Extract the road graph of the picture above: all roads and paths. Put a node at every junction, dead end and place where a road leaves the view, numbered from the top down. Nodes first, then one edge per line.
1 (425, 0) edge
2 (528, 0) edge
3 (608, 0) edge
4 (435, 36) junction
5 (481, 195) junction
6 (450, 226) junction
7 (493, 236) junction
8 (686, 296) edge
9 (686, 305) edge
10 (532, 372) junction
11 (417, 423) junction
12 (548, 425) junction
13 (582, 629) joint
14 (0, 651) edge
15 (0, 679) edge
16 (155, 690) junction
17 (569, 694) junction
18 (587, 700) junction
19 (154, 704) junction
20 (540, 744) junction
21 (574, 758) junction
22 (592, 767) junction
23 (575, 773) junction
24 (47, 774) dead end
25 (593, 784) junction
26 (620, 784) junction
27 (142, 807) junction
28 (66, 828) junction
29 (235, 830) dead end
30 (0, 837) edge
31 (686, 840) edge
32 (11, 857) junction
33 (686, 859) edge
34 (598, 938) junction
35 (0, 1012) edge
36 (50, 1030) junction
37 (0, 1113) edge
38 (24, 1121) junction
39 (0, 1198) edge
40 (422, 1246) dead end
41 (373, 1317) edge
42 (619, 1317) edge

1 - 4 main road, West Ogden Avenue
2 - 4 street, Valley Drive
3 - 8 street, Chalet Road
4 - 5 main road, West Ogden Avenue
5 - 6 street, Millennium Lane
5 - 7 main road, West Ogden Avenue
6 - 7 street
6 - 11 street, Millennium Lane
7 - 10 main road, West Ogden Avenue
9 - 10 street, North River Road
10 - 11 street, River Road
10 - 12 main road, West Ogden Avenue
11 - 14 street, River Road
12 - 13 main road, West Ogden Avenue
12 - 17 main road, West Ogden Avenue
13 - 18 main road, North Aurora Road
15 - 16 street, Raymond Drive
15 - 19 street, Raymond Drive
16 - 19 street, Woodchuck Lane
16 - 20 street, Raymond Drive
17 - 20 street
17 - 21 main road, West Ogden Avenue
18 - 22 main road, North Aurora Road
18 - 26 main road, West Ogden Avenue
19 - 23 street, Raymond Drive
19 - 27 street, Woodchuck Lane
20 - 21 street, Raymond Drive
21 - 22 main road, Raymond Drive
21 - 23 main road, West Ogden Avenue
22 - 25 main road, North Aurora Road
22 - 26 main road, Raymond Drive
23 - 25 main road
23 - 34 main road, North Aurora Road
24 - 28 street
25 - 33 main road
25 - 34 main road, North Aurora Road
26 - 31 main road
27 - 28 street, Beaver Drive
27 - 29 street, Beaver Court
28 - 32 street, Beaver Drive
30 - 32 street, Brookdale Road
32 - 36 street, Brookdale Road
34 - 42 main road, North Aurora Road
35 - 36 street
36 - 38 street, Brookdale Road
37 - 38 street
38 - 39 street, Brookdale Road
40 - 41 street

--------

▶ [Action item]:
Your job is to reproduce the listing exactly.

▶ [Answer section]:
Extract the road graph of the picture above: all roads and paths. Put a node at every junction, dead end and place where a road leaves the view, numbered from the top down. Nodes first, then one edge per line.
1 (425, 0) edge
2 (528, 0) edge
3 (608, 0) edge
4 (435, 36) junction
5 (481, 195) junction
6 (450, 226) junction
7 (493, 236) junction
8 (686, 296) edge
9 (686, 305) edge
10 (532, 372) junction
11 (417, 423) junction
12 (548, 425) junction
13 (582, 629) joint
14 (0, 651) edge
15 (0, 679) edge
16 (155, 690) junction
17 (569, 694) junction
18 (587, 700) junction
19 (154, 704) junction
20 (540, 744) junction
21 (574, 758) junction
22 (592, 767) junction
23 (575, 773) junction
24 (47, 774) dead end
25 (593, 784) junction
26 (620, 784) junction
27 (142, 807) junction
28 (66, 828) junction
29 (235, 830) dead end
30 (0, 837) edge
31 (686, 840) edge
32 (11, 857) junction
33 (686, 859) edge
34 (598, 938) junction
35 (0, 1012) edge
36 (50, 1030) junction
37 (0, 1113) edge
38 (24, 1121) junction
39 (0, 1198) edge
40 (422, 1246) dead end
41 (373, 1317) edge
42 (619, 1317) edge

1 - 4 main road, West Ogden Avenue
2 - 4 street, Valley Drive
3 - 8 street, Chalet Road
4 - 5 main road, West Ogden Avenue
5 - 6 street, Millennium Lane
5 - 7 main road, West Ogden Avenue
6 - 7 street
6 - 11 street, Millennium Lane
7 - 10 main road, West Ogden Avenue
9 - 10 street, North River Road
10 - 11 street, River Road
10 - 12 main road, West Ogden Avenue
11 - 14 street, River Road
12 - 13 main road, West Ogden Avenue
12 - 17 main road, West Ogden Avenue
13 - 18 main road, North Aurora Road
15 - 16 street, Raymond Drive
15 - 19 street, Raymond Drive
16 - 19 street, Woodchuck Lane
16 - 20 street, Raymond Drive
17 - 20 street
17 - 21 main road, West Ogden Avenue
18 - 22 main road, North Aurora Road
18 - 26 main road, West Ogden Avenue
19 - 23 street, Raymond Drive
19 - 27 street, Woodchuck Lane
20 - 21 street, Raymond Drive
21 - 22 main road, Raymond Drive
21 - 23 main road, West Ogden Avenue
22 - 25 main road, North Aurora Road
22 - 26 main road, Raymond Drive
23 - 25 main road
23 - 34 main road, North Aurora Road
24 - 28 street
25 - 33 main road
25 - 34 main road, North Aurora Road
26 - 31 main road
27 - 28 street, Beaver Drive
27 - 29 street, Beaver Court
28 - 32 street, Beaver Drive
30 - 32 street, Brookdale Road
32 - 36 street, Brookdale Road
34 - 42 main road, North Aurora Road
35 - 36 street
36 - 38 street, Brookdale Road
37 - 38 street
38 - 39 street, Brookdale Road
40 - 41 street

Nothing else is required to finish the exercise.